Zoophytes must of course find a place in the cabinet, and the young microscopist ought to put up a few specimens of the “bird’s-head” processes which are found in the bugularia and other inhabitants of the sea. The pretty noctiluca, to which is mostly owing the phosphorescence of the sea, should be preserved, and the extraordinary appendages to the skin of certain star-fish and sea urchins should be examined. These are called pedicillariæ, and a sketch of them is given in the [illustration].


OPTICS AND OPTICAL AMUSEMENTS.

“‘Seeing is believing,’ so the sages say,
To prove this false, hear me, my friends, I pray,
And very soon you all will be agreeing,
That nought is so deceptive as our seeing.”—Martin.
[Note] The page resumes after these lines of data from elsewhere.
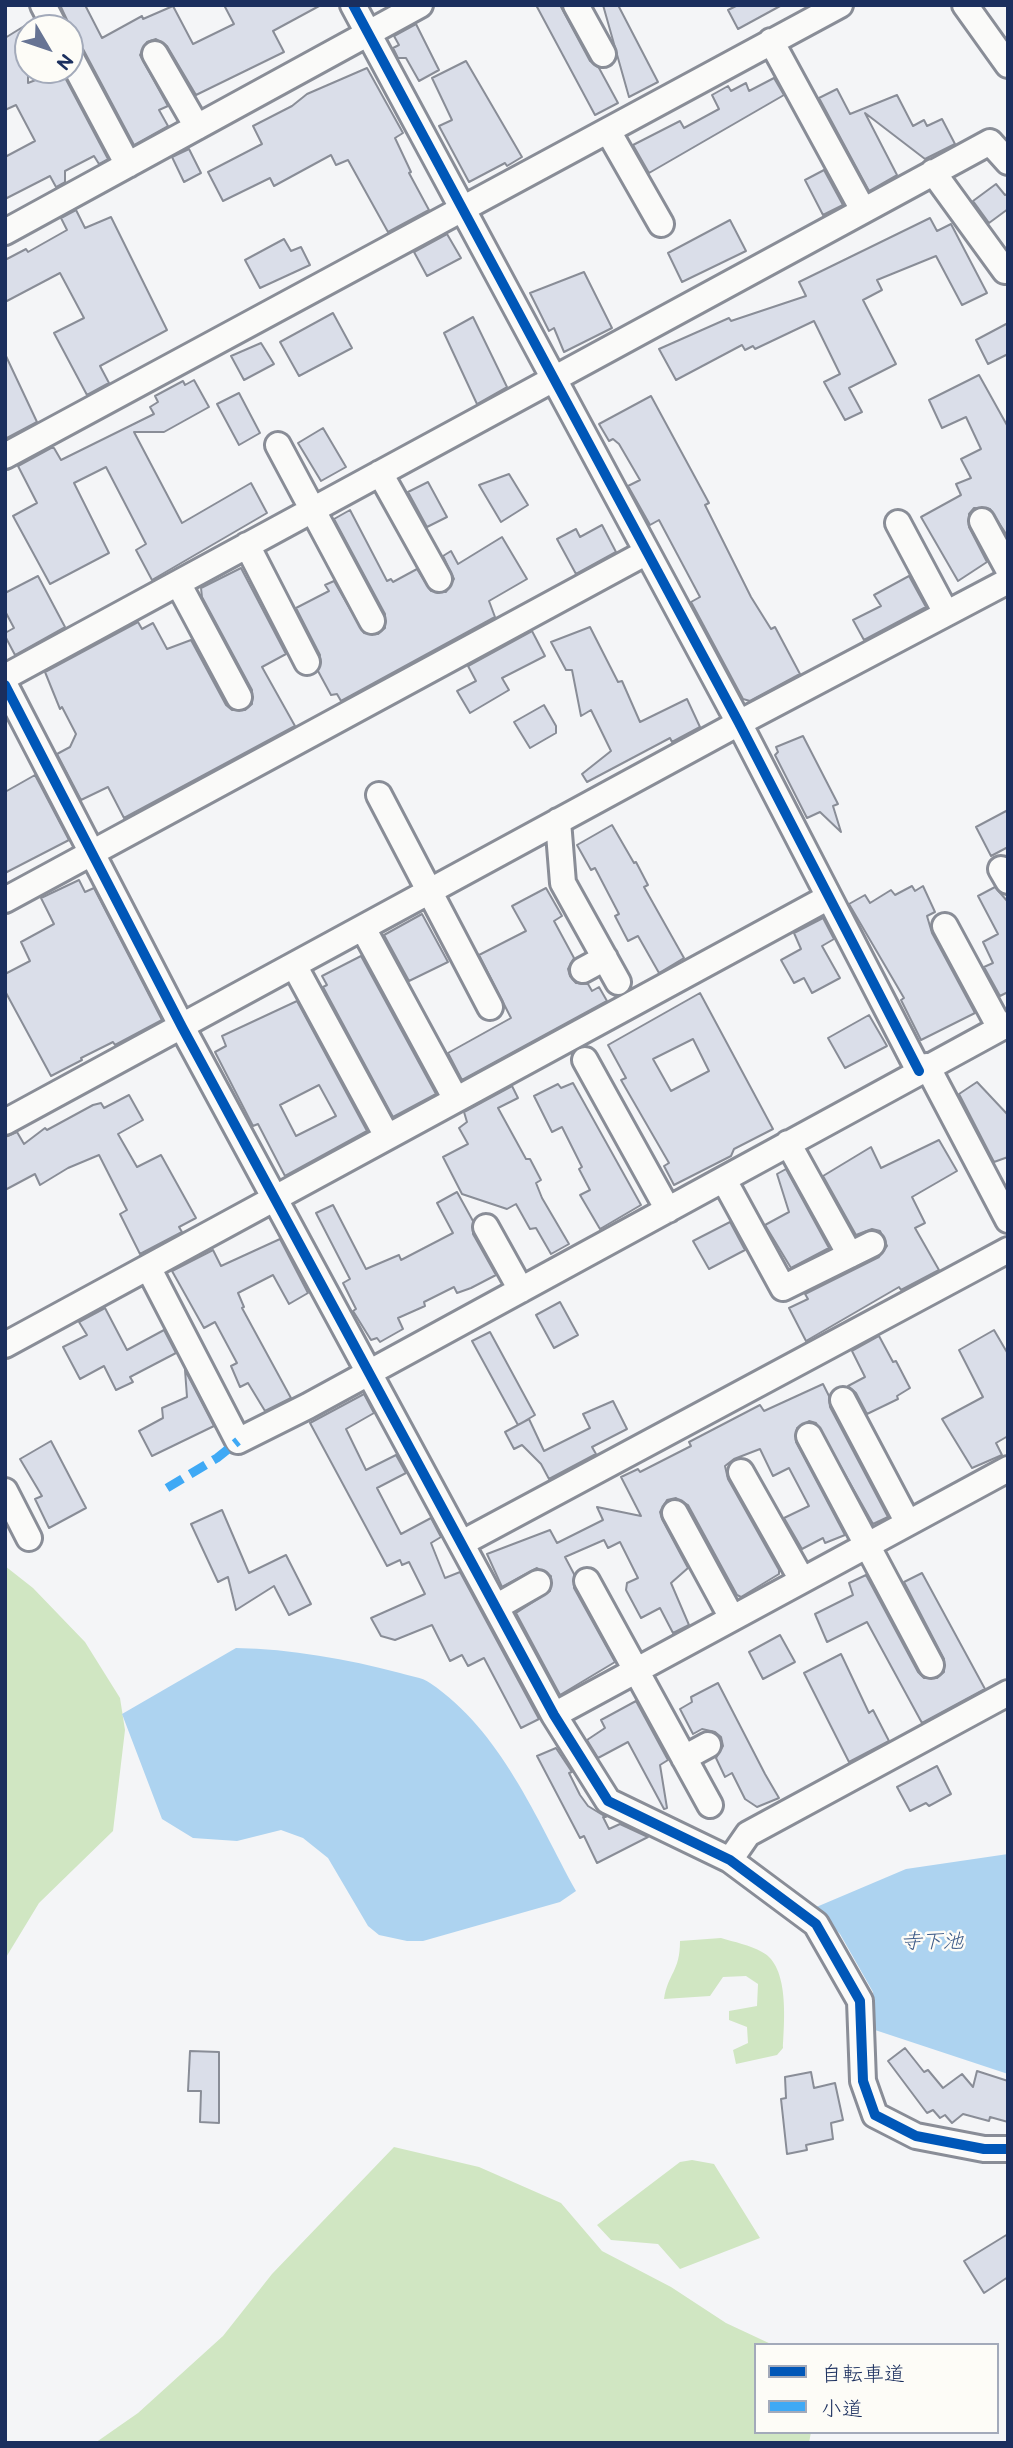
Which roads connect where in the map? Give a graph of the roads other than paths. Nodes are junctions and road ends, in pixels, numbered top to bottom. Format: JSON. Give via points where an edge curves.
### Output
{"nodes":[{"id":1,"x":353,"y":5,"type":"edge"},
{"id":2,"x":420,"y":5,"type":"edge"},
{"id":3,"x":576,"y":5,"type":"edge"},
{"id":4,"x":840,"y":5,"type":"edge"},
{"id":5,"x":965,"y":5,"type":"edge"},
{"id":6,"x":811,"y":12,"type":"edge"},
{"id":7,"x":369,"y":34,"type":"junction"},
{"id":8,"x":771,"y":41,"type":"junction"},
{"id":9,"x":156,"y":54,"type":"dead end"},
{"id":10,"x":603,"y":54,"type":"dead end"},
{"id":11,"x":1008,"y":65,"type":"edge"},
{"id":12,"x":84,"y":82,"type":"edge"},
{"id":13,"x":197,"y":127,"type":"junction"},
{"id":14,"x":608,"y":131,"type":"junction"},
{"id":15,"x":1008,"y":162,"type":"edge"},
{"id":16,"x":128,"y":165,"type":"junction"},
{"id":17,"x":933,"y":172,"type":"junction"},
{"id":18,"x":863,"y":210,"type":"junction"},
{"id":19,"x":464,"y":211,"type":"junction"},
{"id":20,"x":662,"y":223,"type":"dead end"},
{"id":21,"x":5,"y":232,"type":"edge"},
{"id":22,"x":1005,"y":271,"type":"dead end"},
{"id":23,"x":555,"y":378,"type":"junction"},
{"id":24,"x":278,"y":446,"type":"dead end"},
{"id":25,"x":5,"y":456,"type":"edge"},
{"id":26,"x":380,"y":473,"type":"junction"},
{"id":27,"x":312,"y":510,"type":"junction"},
{"id":28,"x":982,"y":521,"type":"dead end"},
{"id":29,"x":898,"y":523,"type":"dead end"},
{"id":30,"x":247,"y":545,"type":"junction"},
{"id":31,"x":647,"y":552,"type":"junction"},
{"id":32,"x":1008,"y":569,"type":"edge"},
{"id":33,"x":439,"y":579,"type":"dead end"},
{"id":34,"x":1008,"y":581,"type":"edge"},
{"id":35,"x":178,"y":583,"type":"junction"},
{"id":36,"x":946,"y":613,"type":"junction"},
{"id":37,"x":372,"y":621,"type":"dead end"},
{"id":38,"x":307,"y":662,"type":"dead end"},
{"id":39,"x":5,"y":677,"type":"edge"},
{"id":40,"x":5,"y":685,"type":"edge"},
{"id":41,"x":239,"y":697,"type":"dead end"},
{"id":42,"x":738,"y":723,"type":"junction"},
{"id":43,"x":380,"y":796,"type":"dead end"},
{"id":44,"x":558,"y":821,"type":"junction"},
{"id":45,"x":92,"y":853,"type":"junction"},
{"id":46,"x":430,"y":891,"type":"junction"},
{"id":47,"x":829,"y":897,"type":"junction"},
{"id":48,"x":5,"y":900,"type":"edge"},
{"id":49,"x":363,"y":928,"type":"junction"},
{"id":50,"x":958,"y":936,"type":"dead end"},
{"id":51,"x":605,"y":958,"type":"junction"},
{"id":52,"x":294,"y":965,"type":"junction"},
{"id":53,"x":583,"y":970,"type":"dead end"},
{"id":54,"x":618,"y":982,"type":"dead end"},
{"id":55,"x":490,"y":1007,"type":"dead end"},
{"id":56,"x":1004,"y":1026,"type":"edge"},
{"id":57,"x":182,"y":1027,"type":"junction"},
{"id":58,"x":585,"y":1060,"type":"dead end"},
{"id":59,"x":923,"y":1069,"type":"junction"},
{"id":60,"x":453,"y":1094,"type":"dead end"},
{"id":61,"x":5,"y":1122,"type":"edge"},
{"id":62,"x":383,"y":1129,"type":"dead end"},
{"id":63,"x":788,"y":1143,"type":"junction"},
{"id":64,"x":724,"y":1180,"type":"junction"},
{"id":65,"x":274,"y":1198,"type":"junction"},
{"id":66,"x":668,"y":1210,"type":"junction"},
{"id":67,"x":1008,"y":1220,"type":"edge"},
{"id":68,"x":486,"y":1227,"type":"dead end"},
{"id":69,"x":872,"y":1244,"type":"dead end"},
{"id":70,"x":1008,"y":1250,"type":"edge"},
{"id":71,"x":850,"y":1255,"type":"junction"},
{"id":72,"x":149,"y":1269,"type":"junction"},
{"id":73,"x":521,"y":1290,"type":"junction"},
{"id":74,"x":5,"y":1345,"type":"edge"},
{"id":75,"x":367,"y":1373,"type":"junction"},
{"id":76,"x":843,"y":1400,"type":"dead end"},
{"id":77,"x":809,"y":1436,"type":"dead end"},
{"id":78,"x":741,"y":1472,"type":"dead end"},
{"id":79,"x":1006,"y":1473,"type":"edge"},
{"id":80,"x":5,"y":1492,"type":"edge"},
{"id":81,"x":675,"y":1513,"type":"dead end"},
{"id":82,"x":908,"y":1523,"type":"junction"},
{"id":83,"x":29,"y":1538,"type":"dead end"},
{"id":84,"x":462,"y":1543,"type":"junction"},
{"id":85,"x":867,"y":1545,"type":"junction"},
{"id":86,"x":802,"y":1580,"type":"junction"},
{"id":87,"x":587,"y":1581,"type":"dead end"},
{"id":88,"x":538,"y":1583,"type":"dead end"},
{"id":89,"x":496,"y":1607,"type":"junction"},
{"id":90,"x":732,"y":1618,"type":"junction"},
{"id":91,"x":931,"y":1665,"type":"dead end"},
{"id":92,"x":637,"y":1670,"type":"junction"},
{"id":93,"x":1008,"y":1693,"type":"edge"},
{"id":94,"x":554,"y":1715,"type":"junction"},
{"id":95,"x":708,"y":1745,"type":"dead end"},
{"id":96,"x":684,"y":1758,"type":"junction"},
{"id":97,"x":710,"y":1805,"type":"dead end"},
{"id":98,"x":730,"y":1860,"type":"junction"},
{"id":99,"x":1008,"y":2149,"type":"edge"}],
"edges":[{"from":1,"to":7,"type":"street"},
{"from":2,"to":7,"type":"street"},
{"from":3,"to":10,"type":"street"},
{"from":4,"to":6,"type":"street"},
{"from":5,"to":11,"type":"street"},
{"from":6,"to":8,"type":"street"},
{"from":7,"to":13,"type":"street"},
{"from":7,"to":19,"type":"street"},
{"from":8,"to":14,"type":"street"},
{"from":8,"to":18,"type":"street"},
{"from":9,"to":13,"type":"street"},
{"from":12,"to":16,"type":"street"},
{"from":13,"to":16,"type":"street"},
{"from":14,"to":19,"type":"street"},
{"from":14,"to":20,"type":"street"},
{"from":15,"to":17,"type":"street","via":[[990,142]]},
{"from":16,"to":21,"type":"street"},
{"from":17,"to":18,"type":"street"},
{"from":17,"to":22,"type":"street"},
{"from":18,"to":23,"type":"street"},
{"from":19,"to":23,"type":"street"},
{"from":19,"to":25,"type":"street"},
{"from":23,"to":26,"type":"street"},
{"from":23,"to":31,"type":"street"},
{"from":24,"to":27,"type":"street"},
{"from":26,"to":27,"type":"street"},
{"from":26,"to":33,"type":"street"},
{"from":27,"to":30,"type":"street"},
{"from":27,"to":37,"type":"street"},
{"from":28,"to":32,"type":"street"},
{"from":29,"to":36,"type":"street"},
{"from":30,"to":35,"type":"street"},
{"from":30,"to":38,"type":"street"},
{"from":31,"to":42,"type":"street"},
{"from":31,"to":45,"type":"street"},
{"from":34,"to":36,"type":"street"},
{"from":35,"to":39,"type":"street"},
{"from":35,"to":41,"type":"street"},
{"from":36,"to":42,"type":"street"},
{"from":40,"to":45,"type":"street"},
{"from":42,"to":44,"type":"street"},
{"from":42,"to":47,"type":"street"},
{"from":43,"to":46,"type":"street"},
{"from":44,"to":46,"type":"street"},
{"from":44,"to":51,"type":"street","via":[[564,883]]},
{"from":45,"to":48,"type":"street"},
{"from":45,"to":57,"type":"street"},
{"from":46,"to":49,"type":"street"},
{"from":46,"to":55,"type":"street"},
{"from":47,"to":59,"type":"street"},
{"from":47,"to":65,"type":"street"},
{"from":49,"to":52,"type":"street"},
{"from":49,"to":60,"type":"street"},
{"from":50,"to":56,"type":"street"},
{"from":51,"to":53,"type":"street"},
{"from":51,"to":54,"type":"street"},
{"from":52,"to":57,"type":"street"},
{"from":52,"to":62,"type":"street"},
{"from":56,"to":59,"type":"street"},
{"from":57,"to":61,"type":"street"},
{"from":57,"to":65,"type":"street"},
{"from":58,"to":66,"type":"street"},
{"from":59,"to":63,"type":"street"},
{"from":59,"to":67,"type":"street"},
{"from":63,"to":64,"type":"street"},
{"from":63,"to":71,"type":"street"},
{"from":64,"to":66,"type":"street"},
{"from":64,"to":71,"type":"street","via":[[783,1288]]},
{"from":65,"to":72,"type":"street"},
{"from":65,"to":75,"type":"street"},
{"from":66,"to":73,"type":"street"},
{"from":68,"to":73,"type":"street"},
{"from":69,"to":71,"type":"street"},
{"from":70,"to":84,"type":"street"},
{"from":72,"to":74,"type":"street"},
{"from":72,"to":75,"type":"street","via":[[238,1441]]},
{"from":73,"to":75,"type":"street"},
{"from":75,"to":84,"type":"street"},
{"from":76,"to":82,"type":"street"},
{"from":77,"to":85,"type":"street"},
{"from":78,"to":86,"type":"street"},
{"from":79,"to":82,"type":"street"},
{"from":80,"to":83,"type":"street"},
{"from":81,"to":90,"type":"street"},
{"from":82,"to":85,"type":"street"},
{"from":84,"to":89,"type":"street"},
{"from":85,"to":86,"type":"street"},
{"from":85,"to":91,"type":"street"},
{"from":86,"to":90,"type":"street"},
{"from":87,"to":92,"type":"street"},
{"from":88,"to":89,"type":"street"},
{"from":89,"to":94,"type":"street"},
{"from":90,"to":92,"type":"street"},
{"from":92,"to":94,"type":"street"},
{"from":92,"to":96,"type":"street"},
{"from":93,"to":98,"type":"street","via":[[748,1834]]},
{"from":94,"to":98,"type":"street","via":[[608,1801]]},
{"from":95,"to":96,"type":"street"},
{"from":96,"to":97,"type":"street"},
{"from":98,"to":99,"type":"street","via":[[816,1924],[860,2001],[863,2081],[875,2115],[916,2136]]}]}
Optics is the science of light and vision. Concerning the nature of light, two theories are at present very ably maintained by their respective advocates. One is termed the Newtonian theory, and the other the Huygenean. The Newtonian theory considers light to consist of inconceivably small bodies emanating from the sun, or any other luminous body. The Huygenean conceives it to consist in the undulations of a highly elastic and subtle fluid, propagated round luminous centres in spherical waves, like those arising in a placid lake when a stone is dropped into the water.

LIGHT AS AN EFFECT.

Light follows the same laws as gravity, and its intensity or degree decreases as the square of the distance from the luminous body increases. Thus, at the distance of two yards from a candle we shall have four times less light than we should have, were it only one yard from it, and so on in the same proportion.